= Equity home bias puzzle =

In finance and investing, the Home bias puzzle is the term given to describe the fact that individuals and institutions in most countries hold only modest amounts of foreign equity, and tend to strongly favor company stock from their home nation. This finding is regarded as puzzling, since ample evidence shows equity portfolios obtain substantial benefits from diversification into global stocks. Maurice Obstfeld and Kenneth Rogoff identified this as one of the six major puzzles in international macroeconomics.

==Overview==
Home bias in equities is a behavioral finance phenomenon and it was first studied in an academic context by Kenneth French and James M. Poterba (1991) and Tesar and Werner (1995).

Coval and Moskowitz (1999) showed that home bias is not limited to international portfolios, but that the preference for investing close to home also applies to portfolios of domestic stocks. Specifically, they showed that U.S. investment managers often exhibit a strong preference for locally headquartered firms, particularly small, highly leveraged firms that produce nontradable goods.

Home bias also creates some less obvious problems for investors: by diminishing the cost of capital for companies it limits the shareholders' ability to influence management by threatening to walk out. It partly explains why foreign investors tend to be better at monitoring firms they invest into.

The home bias, which was prevalent in the 1970s and 1980s, is still present in emerging market countries, but there are some recent data showing some support for the decline in the equity home bias in developed market countries.

The benefit from holding a more equally diversified portfolio of domestic and foreign assets is a lower volatility portfolio. On average, US investors carried only 8% of their assets in foreign investments. Historical data indicates that holding an entirely domestic US portfolio would result in lower volatility of returns than an entirely foreign portfolio. A study conducted by economist Karen Lewis found that a weight of 39% on foreign assets and 61% on domestic US assets produced the minimum volatility portfolio for investors. Foreign asset exposure has been on the rise in the past few years, however with the average US portfolio carrying 28% foreign assets in 2010 as opposed to just 12% in 2001.

| Country | Home equity bias (%) |
|---|---|
| USA | 78 |
| Norway | 12 |
| Canada | 49 |
| Denmark | 40 |
| Australia | 33 |
| Eurozone | 46 |
| UK | 19 |
| Sweden | 50 |
| New Zealand | 53 |
| Switzerland | 32 |
| Japan | 78 |

==Attempts to resolve the puzzle==
One hypothesis is that capital is internationally immobile across countries, yet this is hard to believe given the volume of international capital flows among countries.

Another hypothesis is that investors have superior access to information about local firms or economic conditions.
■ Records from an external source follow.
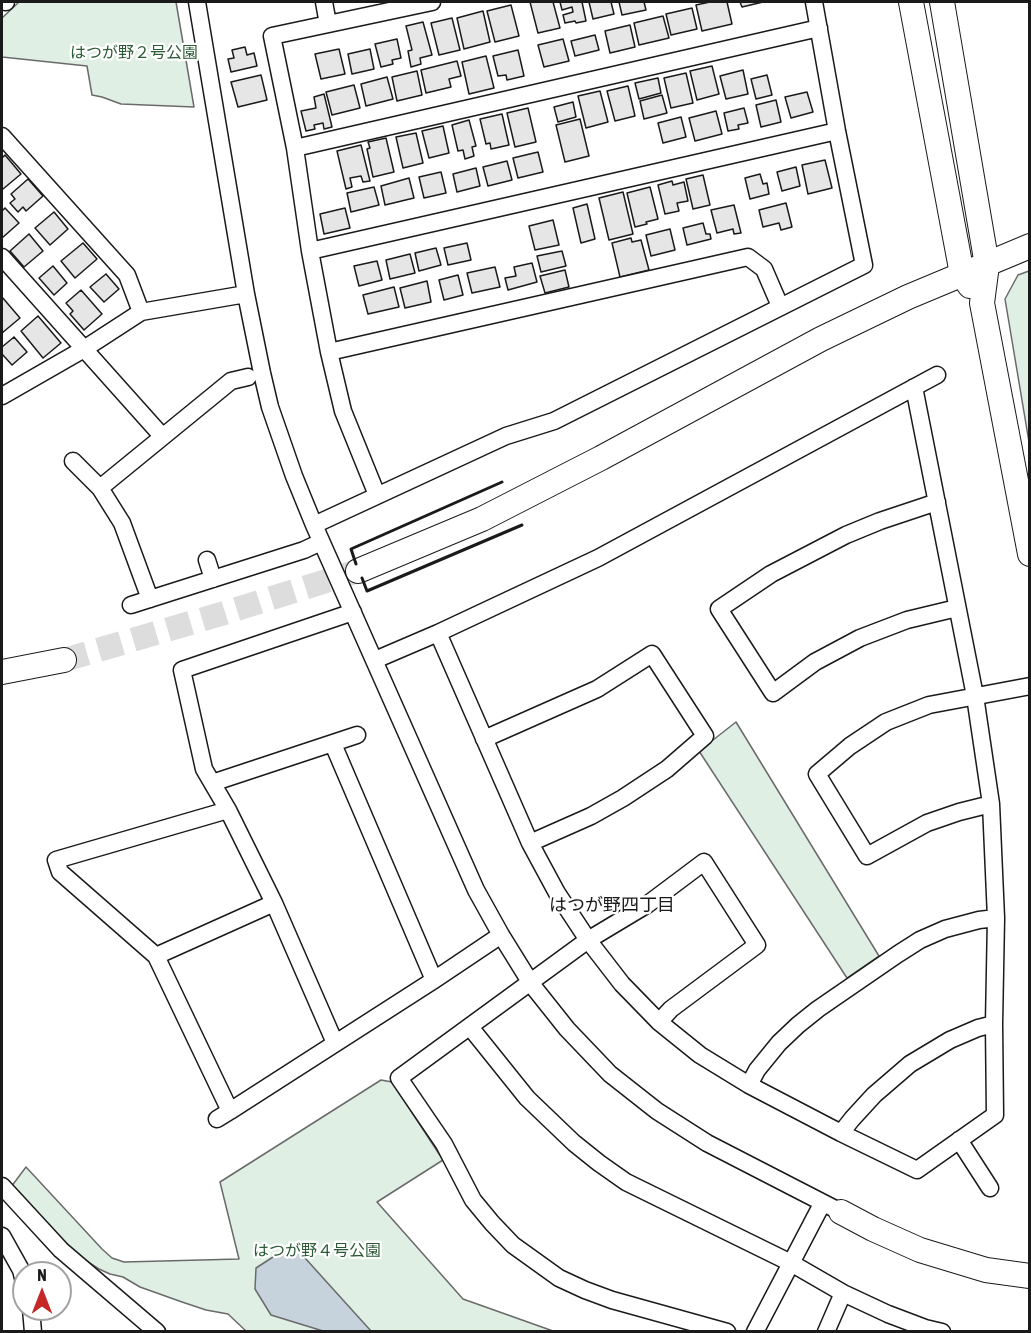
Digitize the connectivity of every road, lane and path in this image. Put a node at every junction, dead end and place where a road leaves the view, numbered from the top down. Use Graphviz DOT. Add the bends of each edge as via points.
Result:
graph roads {
  1 [pos="197,2"];
  2 [pos="324,2"];
  3 [pos="432,2"];
  4 [pos="814,2"];
  5 [pos="911,2"];
  6 [pos="942,2"];
  7 [pos="328,24"];
  8 [pos="819,28"];
  9 [pos="837,131"];
  10 [pos="2,136"];
  11 [pos="295,148"];
  12 [pos="1029,246"];
  13 [pos="310,251"];
  14 [pos="2,257"];
  15 [pos="987,264"];
  16 [pos="962,274"];
  17 [pos="246,294"];
  18 [pos="982,303"];
  19 [pos="780,306"];
  20 [pos="141,312"];
  21 [pos="84,349"];
  22 [pos="329,352"];
  23 [pos="937,375"];
  24 [pos="248,377"];
  25 [pos="5,387"];
  26 [pos="914,387"];
  27 [pos="162,436"];
  28 [pos="73,461"];
  29 [pos="100,488"];
  30 [pos="377,495"];
  31 [pos="937,502"];
  32 [pos="314,525"];
  33 [pos="321,542"];
  34 [pos="1029,554"];
  35 [pos="207,560"];
  36 [pos="358,571"];
  37 [pos="213,579"];
  38 [pos="150,599"];
  39 [pos="131,605"];
  40 [pos="957,608"];
  41 [pos="353,612"];
  42 [pos="438,633"];
  43 [pos="64,660"];
  44 [pos="375,660"];
  45 [pos="2,672"];
  46 [pos="1029,686"];
  47 [pos="975,696"];
  48 [pos="357,735"];
  49 [pos="484,739"];
  50 [pos="333,744"];
  51 [pos="212,783"];
  52 [pos="991,804"];
  53 [pos="228,810"];
  54 [pos="530,843"];
  55 [pos="274,903"];
  56 [pos="996,918"];
  57 [pos="501,935"];
  58 [pos="588,940"];
  59 [pos="156,956"];
  60 [pos="434,980"];
  61 [pos="531,983"];
  62 [pos="659,1022"];
  63 [pos="994,1024"];
  64 [pos="470,1027"];
  65 [pos="335,1043"];
  66 [pos="749,1085"];
  67 [pos="841,1133"];
  68 [pos="959,1140"];
  69 [pos="2,1186"];
  70 [pos="990,1188"];
  71 [pos="831,1208"];
  72 [pos="2,1236"];
  73 [pos="16,1261"];
  74 [pos="790,1263"];
  75 [pos="1029,1276"];
  76 [pos="843,1293"];
  77 [pos="157,1332"];
  78 [pos="727,1332"];
  79 [pos="755,1332"];
  80 [pos="826,1332"];
  81 [pos="942,1332"];
  1 -- 17 [label="street"];
  2 -- 7 [label="street"];
  3 -- 7 [label="street"];
  4 -- 8 [label="street"];
  5 -- 16 [label="street"];
  6 -- 15 [label="street"];
  7 -- 11 [label="street" via="273,36"];
  8 -- 9 [label="street"];
  8 -- 11 [label="street"];
  9 -- 13 [label="street"];
  9 -- 19 [label="street" via="864,264"];
  10 -- 20 [label="street" via="127,275"];
  11 -- 13 [label="street"];
  12 -- 15 [label="street"];
  13 -- 22 [label="street"];
  14 -- 21 [label="street"];
  15 -- 16 [label="street"];
  15 -- 18 [label="street"];
  16 -- 18 [label="street"];
  16 -- 36 [label="street" via="821,339 482,519"];
  17 -- 20 [label="street"];
  17 -- 32 [label="street" via="270,407"];
  18 -- 34 [label="street"];
  19 -- 22 [label="street" via="764,269 748,257"];
  19 -- 30 [label="street" via="554,421 506,436"];
  20 -- 21 [label="street"];
  21 -- 25 [label="street"];
  21 -- 27 [label="street"];
  22 -- 30 [label="street" via="343,411"];
  23 -- 26 [label="street"];
  24 -- 27 [label="street" via="231,381"];
  26 -- 31 [label="street"];
  26 -- 42 [label="street" via="598,558"];
  27 -- 29 [label="street"];
  28 -- 29 [label="street"];
  29 -- 38 [label="street" via="122,523"];
  30 -- 32 [label="street"];
  31 -- 40 [label="street"];
  31 -- 40 [label="street" via="836,540 771,574 719,609 773,693 815,662 860,638 907,620"];
  32 -- 33 [label="street"];
  33 -- 37 [label="street"];
  33 -- 41 [label="street"];
  35 -- 37 [label="street"];
  37 -- 38 [label="street"];
  38 -- 39 [label="street"];
  40 -- 47 [label="street"];
  41 -- 44 [label="street"];
  41 -- 51 [label="street" via="182,670 204,769"];
  42 -- 44 [label="street"];
  42 -- 49 [label="street"];
  43 -- 45 [label="street"];
  44 -- 57 [label="street" via="476,890"];
  46 -- 47 [label="street"];
  47 -- 52 [label="street"];
  47 -- 52 [label="street" via="929,705 886,722 817,774 867,856 927,823"];
  48 -- 50 [label="street"];
  49 -- 54 [label="street"];
  49 -- 54 [label="street" via="597,689 652,654 705,736 667,769 623,798"];
  50 -- 51 [label="street"];
  50 -- 60 [label="street"];
  51 -- 53 [label="street"];
  52 -- 56 [label="street"];
  53 -- 55 [label="street"];
  53 -- 59 [label="street" via="56,860 60,872"];
  54 -- 58 [label="street"];
  55 -- 59 [label="street"];
  55 -- 65 [label="street"];
  56 -- 63 [label="street"];
  56 -- 66 [label="street" via="945,929 898,954 798,1025 779,1043"];
  57 -- 60 [label="street"];
  57 -- 61 [label="street"];
  58 -- 61 [label="street"];
  58 -- 62 [label="street" via="622,984"];
  58 -- 62 [label="street" via="648,904 704,862 757,945"];
  59 -- 65 [label="street" via="224,1115"];
  60 -- 65 [label="street"];
  61 -- 64 [label="street"];
  61 -- 71 [label="street" via="610,1074 657,1111 707,1143"];
  62 -- 66 [label="street" via="700,1055"];
  63 -- 67 [label="street" via="950,1040 910,1064 874,1095"];
  63 -- 68 [label="street" via="995,1115"];
  64 -- 74 [label="street" via="527,1098 599,1163 626,1182"];
  64 -- 78 [label="street" via="399,1078 492,1223 536,1262 585,1290"];
  66 -- 67 [label="street"];
  67 -- 68 [label="street" via="917,1170"];
  68 -- 70 [label="street"];
  69 -- 77 [label="street" via="61,1250"];
  71 -- 74 [label="street"];
  71 -- 75 [label="street" via="920,1250 986,1270"];
  72 -- 73 [label="street"];
  74 -- 76 [label="street"];
  74 -- 79 [label="street"];
  76 -- 80 [label="street"];
  76 -- 81 [label="street" via="888,1314"];
}
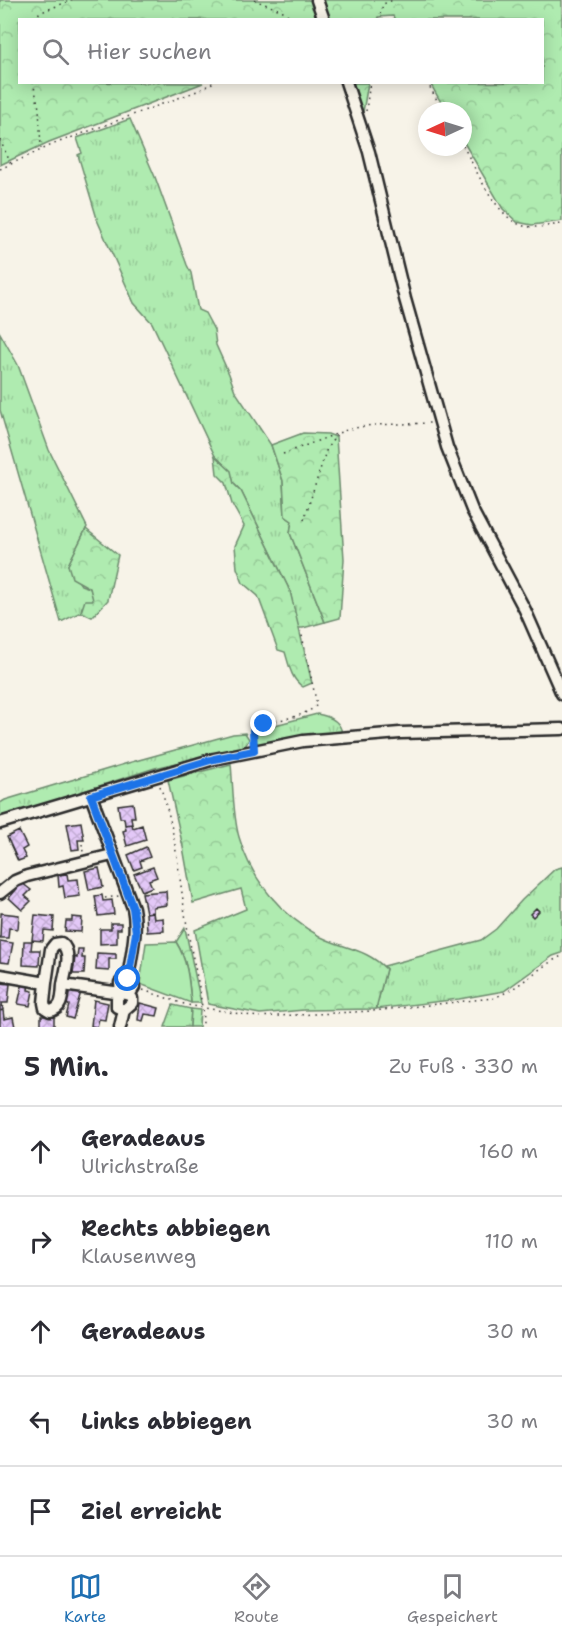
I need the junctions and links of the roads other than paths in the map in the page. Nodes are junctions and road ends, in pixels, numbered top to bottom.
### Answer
1 (317, 0) edge
2 (323, 18) edge
3 (347, 84) edge
4 (562, 694) edge
5 (562, 729) edge
6 (91, 796) junction
7 (0, 823) edge
8 (112, 855) junction
9 (0, 893) edge
10 (0, 975) edge
11 (46, 983) junction
12 (63, 985) junction
13 (128, 988) junction
14 (120, 1027) edge

1 - 2 street
3 - 4 street
5 - 6 street
6 - 7 street
6 - 8 street
8 - 9 street
8 - 13 street
10 - 11 street
11 - 12 street
11 - 12 street
12 - 13 street
13 - 14 street

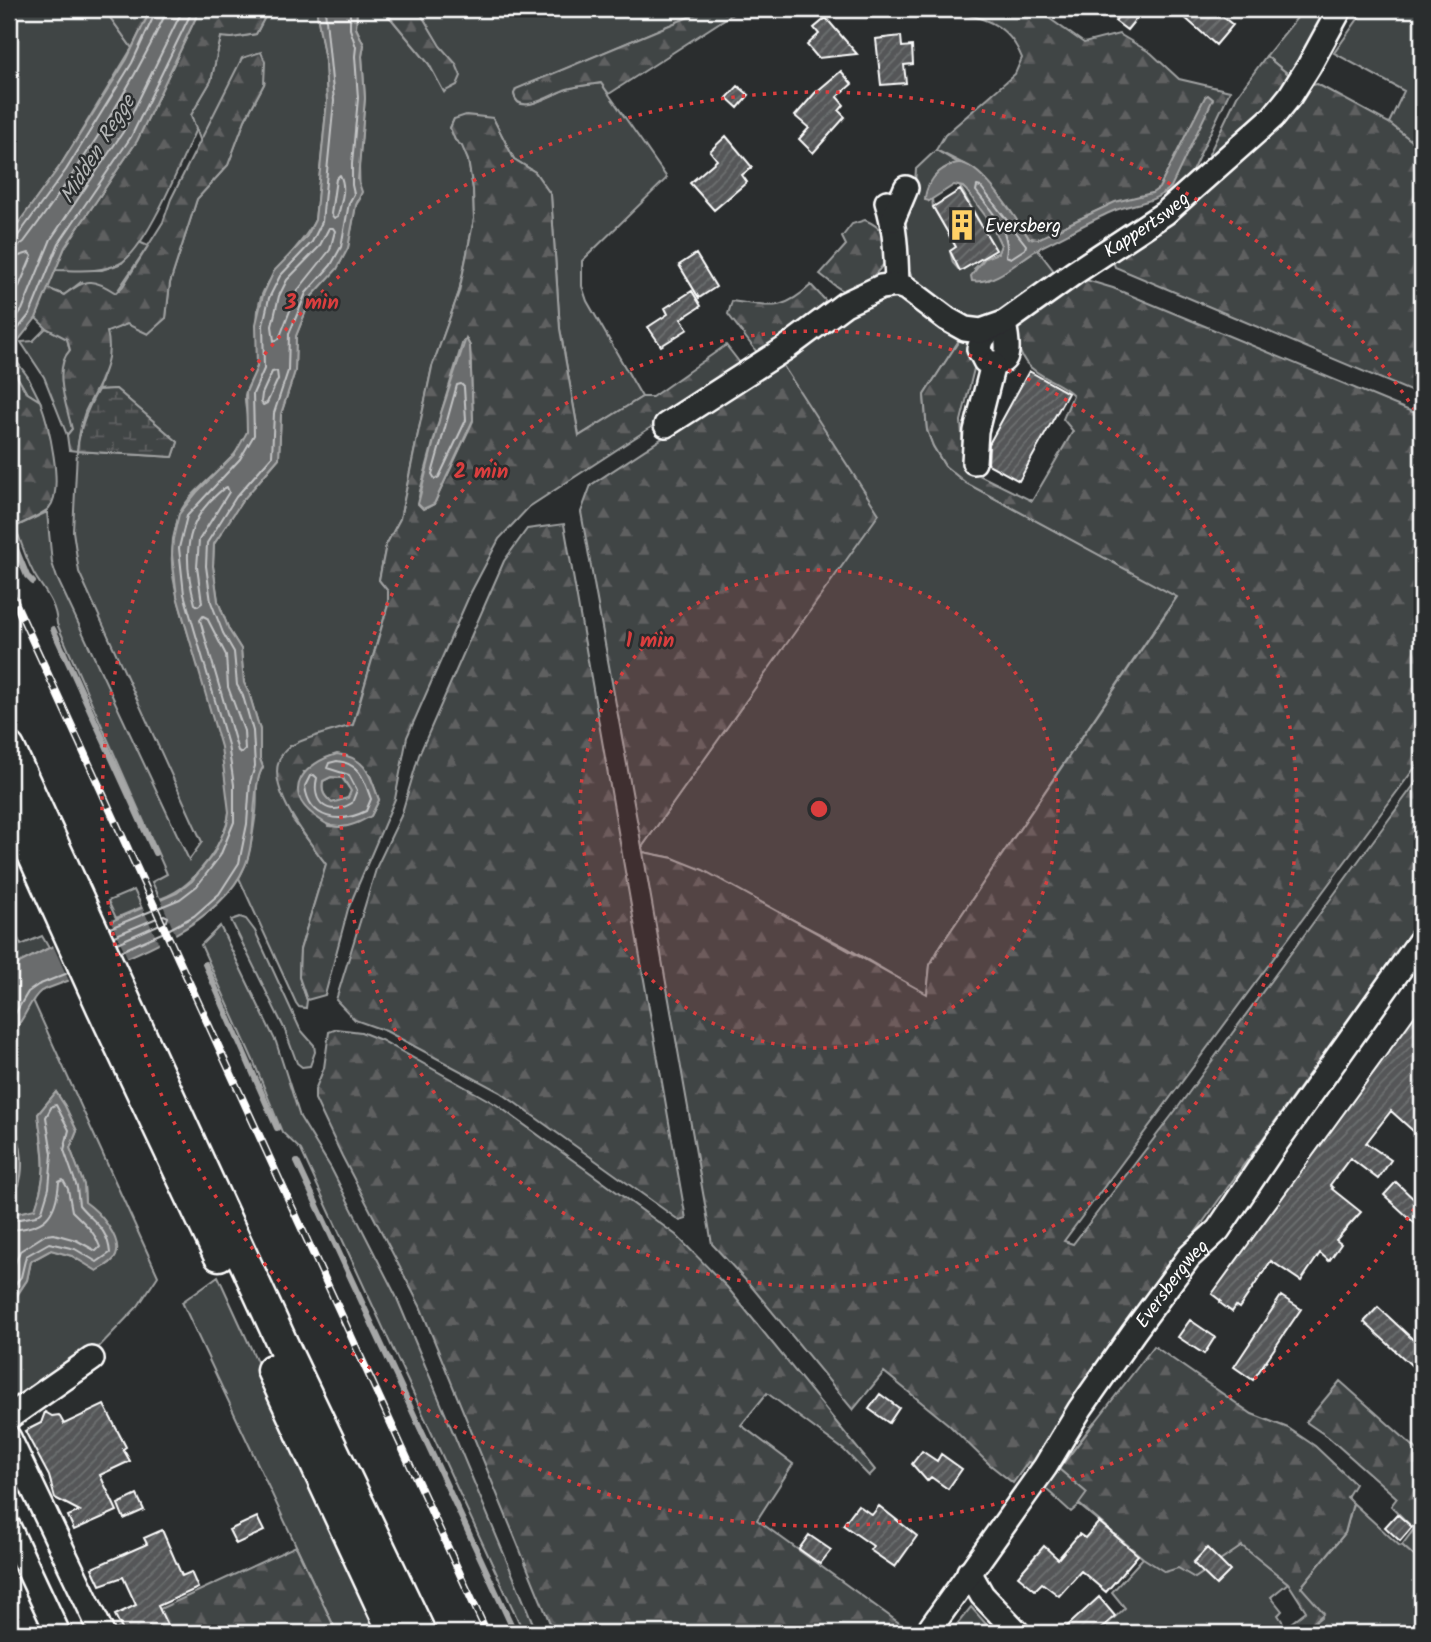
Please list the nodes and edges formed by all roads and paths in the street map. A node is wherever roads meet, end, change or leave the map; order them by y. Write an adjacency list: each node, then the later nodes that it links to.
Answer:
1 (1340, 9): 4 (street, Kappertsweg)
2 (906, 188): 3 (street)
3 (897, 285): 4 (street); 5 (street)
4 (997, 326): 6 (street)
5 (666, 425)
6 (974, 462)
7 (9, 748): 9 (main road)
8 (9, 801): 9 (main road)
9 (67, 903): 11 (main road)
10 (1422, 938): 16 (street, Eversbergweg)
11 (112, 1002): 19 (main road); 20 (main road)
12 (92, 1359): 13 (street)
13 (9, 1417)
14 (9, 1438): 18 (street)
15 (9, 1528): 17 (street)
16 (969, 1572): 21 (street, Eversbergweg); 22 (street)
17 (58, 1633)
18 (102, 1633)
19 (394, 1633)
20 (420, 1633)
21 (927, 1633)
22 (1018, 1633)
But as Stijn Van Nieuwerburgh and Laura Veldkamp (2005) point out, this seems to replace the assumption of capital immobility with the assumption of information immobility. The effect of an increase in trade and the development of the Internet support the hypothesis about information immobility as well as information asymmetry.

In some countries, like Belgium, holding stocks of foreign companies implies a double taxation on dividends, once in the country of the company and once in the country of the stockholder, while domestic stock dividends are taxed only once.

In addition, liability hedging and the perception of foreign exchange risk are other possible causes of the home bias.

==See also==
- FTSE Global Equity Index Series, containing the market capitalisation of a wide range of countries
- List of countries by GDP (nominal)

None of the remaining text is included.